Work request:
Every line of the listing must be repeated exactly.

Information supplied:
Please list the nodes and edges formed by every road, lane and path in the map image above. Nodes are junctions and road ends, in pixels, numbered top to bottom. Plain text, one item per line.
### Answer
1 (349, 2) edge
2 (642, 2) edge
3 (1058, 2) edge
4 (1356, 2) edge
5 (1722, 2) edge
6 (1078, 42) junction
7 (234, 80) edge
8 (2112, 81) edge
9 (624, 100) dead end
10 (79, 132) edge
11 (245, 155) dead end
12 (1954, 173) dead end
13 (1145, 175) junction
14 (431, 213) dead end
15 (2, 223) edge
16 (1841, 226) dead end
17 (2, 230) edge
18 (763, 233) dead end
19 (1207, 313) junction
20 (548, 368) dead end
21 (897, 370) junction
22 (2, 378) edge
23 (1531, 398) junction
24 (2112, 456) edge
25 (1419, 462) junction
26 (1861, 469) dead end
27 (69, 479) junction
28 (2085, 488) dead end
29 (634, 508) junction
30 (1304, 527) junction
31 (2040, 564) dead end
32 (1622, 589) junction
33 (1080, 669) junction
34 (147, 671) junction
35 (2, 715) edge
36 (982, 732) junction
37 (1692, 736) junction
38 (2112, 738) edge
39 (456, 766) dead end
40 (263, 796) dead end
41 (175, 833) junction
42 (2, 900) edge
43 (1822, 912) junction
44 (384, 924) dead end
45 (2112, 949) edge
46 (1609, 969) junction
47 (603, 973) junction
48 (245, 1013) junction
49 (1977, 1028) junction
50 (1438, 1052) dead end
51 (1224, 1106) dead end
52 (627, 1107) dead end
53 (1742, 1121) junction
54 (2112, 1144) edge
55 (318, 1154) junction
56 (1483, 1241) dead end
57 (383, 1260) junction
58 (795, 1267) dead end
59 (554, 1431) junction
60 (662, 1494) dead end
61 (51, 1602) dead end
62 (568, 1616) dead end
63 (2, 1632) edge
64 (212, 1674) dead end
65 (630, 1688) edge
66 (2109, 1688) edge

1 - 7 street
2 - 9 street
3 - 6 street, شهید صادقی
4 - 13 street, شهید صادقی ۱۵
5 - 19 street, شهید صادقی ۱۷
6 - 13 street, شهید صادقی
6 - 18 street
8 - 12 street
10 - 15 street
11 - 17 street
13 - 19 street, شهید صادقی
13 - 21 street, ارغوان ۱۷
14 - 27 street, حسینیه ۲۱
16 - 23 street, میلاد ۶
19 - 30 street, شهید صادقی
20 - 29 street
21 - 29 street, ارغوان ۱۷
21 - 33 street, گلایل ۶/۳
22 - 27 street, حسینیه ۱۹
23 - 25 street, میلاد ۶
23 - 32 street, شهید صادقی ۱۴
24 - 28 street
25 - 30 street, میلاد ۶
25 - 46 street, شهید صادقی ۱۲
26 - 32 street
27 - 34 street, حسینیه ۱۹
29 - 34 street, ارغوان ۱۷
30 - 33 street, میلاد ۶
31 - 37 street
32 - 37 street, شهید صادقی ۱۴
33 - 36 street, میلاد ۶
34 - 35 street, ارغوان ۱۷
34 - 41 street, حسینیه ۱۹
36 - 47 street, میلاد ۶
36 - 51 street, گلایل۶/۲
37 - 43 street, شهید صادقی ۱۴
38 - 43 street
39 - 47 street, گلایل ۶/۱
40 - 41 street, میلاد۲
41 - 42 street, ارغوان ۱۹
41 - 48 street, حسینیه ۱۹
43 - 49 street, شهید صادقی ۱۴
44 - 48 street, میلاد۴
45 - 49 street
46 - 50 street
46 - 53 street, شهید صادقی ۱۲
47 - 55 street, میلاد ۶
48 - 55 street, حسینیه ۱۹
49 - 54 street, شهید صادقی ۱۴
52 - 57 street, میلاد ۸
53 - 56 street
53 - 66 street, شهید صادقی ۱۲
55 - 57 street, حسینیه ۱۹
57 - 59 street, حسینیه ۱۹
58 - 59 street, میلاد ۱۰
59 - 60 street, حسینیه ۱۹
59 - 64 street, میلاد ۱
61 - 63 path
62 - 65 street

Answer to this task:
Please list the nodes and edges formed by every road, lane and path in the map image above. Nodes are junctions and road ends, in pixels, numbered top to bottom. Plain text, one item per line.
### Answer
1 (349, 2) edge
2 (642, 2) edge
3 (1058, 2) edge
4 (1356, 2) edge
5 (1722, 2) edge
6 (1078, 42) junction
7 (234, 80) edge
8 (2112, 81) edge
9 (624, 100) dead end
10 (79, 132) edge
11 (245, 155) dead end
12 (1954, 173) dead end
13 (1145, 175) junction
14 (431, 213) dead end
15 (2, 223) edge
16 (1841, 226) dead end
17 (2, 230) edge
18 (763, 233) dead end
19 (1207, 313) junction
20 (548, 368) dead end
21 (897, 370) junction
22 (2, 378) edge
23 (1531, 398) junction
24 (2112, 456) edge
25 (1419, 462) junction
26 (1861, 469) dead end
27 (69, 479) junction
28 (2085, 488) dead end
29 (634, 508) junction
30 (1304, 527) junction
31 (2040, 564) dead end
32 (1622, 589) junction
33 (1080, 669) junction
34 (147, 671) junction
35 (2, 715) edge
36 (982, 732) junction
37 (1692, 736) junction
38 (2112, 738) edge
39 (456, 766) dead end
40 (263, 796) dead end
41 (175, 833) junction
42 (2, 900) edge
43 (1822, 912) junction
44 (384, 924) dead end
45 (2112, 949) edge
46 (1609, 969) junction
47 (603, 973) junction
48 (245, 1013) junction
49 (1977, 1028) junction
50 (1438, 1052) dead end
51 (1224, 1106) dead end
52 (627, 1107) dead end
53 (1742, 1121) junction
54 (2112, 1144) edge
55 (318, 1154) junction
56 (1483, 1241) dead end
57 (383, 1260) junction
58 (795, 1267) dead end
59 (554, 1431) junction
60 (662, 1494) dead end
61 (51, 1602) dead end
62 (568, 1616) dead end
63 (2, 1632) edge
64 (212, 1674) dead end
65 (630, 1688) edge
66 (2109, 1688) edge

1 - 7 street
2 - 9 street
3 - 6 street, شهید صادقی
4 - 13 street, شهید صادقی ۱۵
5 - 19 street, شهید صادقی ۱۷
6 - 13 street, شهید صادقی
6 - 18 street
8 - 12 street
10 - 15 street
11 - 17 street
13 - 19 street, شهید صادقی
13 - 21 street, ارغوان ۱۷
14 - 27 street, حسینیه ۲۱
16 - 23 street, میلاد ۶
19 - 30 street, شهید صادقی
20 - 29 street
21 - 29 street, ارغوان ۱۷
21 - 33 street, گلایل ۶/۳
22 - 27 street, حسینیه ۱۹
23 - 25 street, میلاد ۶
23 - 32 street, شهید صادقی ۱۴
24 - 28 street
25 - 30 street, میلاد ۶
25 - 46 street, شهید صادقی ۱۲
26 - 32 street
27 - 34 street, حسینیه ۱۹
29 - 34 street, ارغوان ۱۷
30 - 33 street, میلاد ۶
31 - 37 street
32 - 37 street, شهید صادقی ۱۴
33 - 36 street, میلاد ۶
34 - 35 street, ارغوان ۱۷
34 - 41 street, حسینیه ۱۹
36 - 47 street, میلاد ۶
36 - 51 street, گلایل۶/۲
37 - 43 street, شهید صادقی ۱۴
38 - 43 street
39 - 47 street, گلایل ۶/۱
40 - 41 street, میلاد۲
41 - 42 street, ارغوان ۱۹
41 - 48 street, حسینیه ۱۹
43 - 49 street, شهید صادقی ۱۴
44 - 48 street, میلاد۴
45 - 49 street
46 - 50 street
46 - 53 street, شهید صادقی ۱۲
47 - 55 street, میلاد ۶
48 - 55 street, حسینیه ۱۹
49 - 54 street, شهید صادقی ۱۴
52 - 57 street, میلاد ۸
53 - 56 street
53 - 66 street, شهید صادقی ۱۲
55 - 57 street, حسینیه ۱۹
57 - 59 street, حسینیه ۱۹
58 - 59 street, میلاد ۱۰
59 - 60 street, حسینیه ۱۹
59 - 64 street, میلاد ۱
61 - 63 path
62 - 65 street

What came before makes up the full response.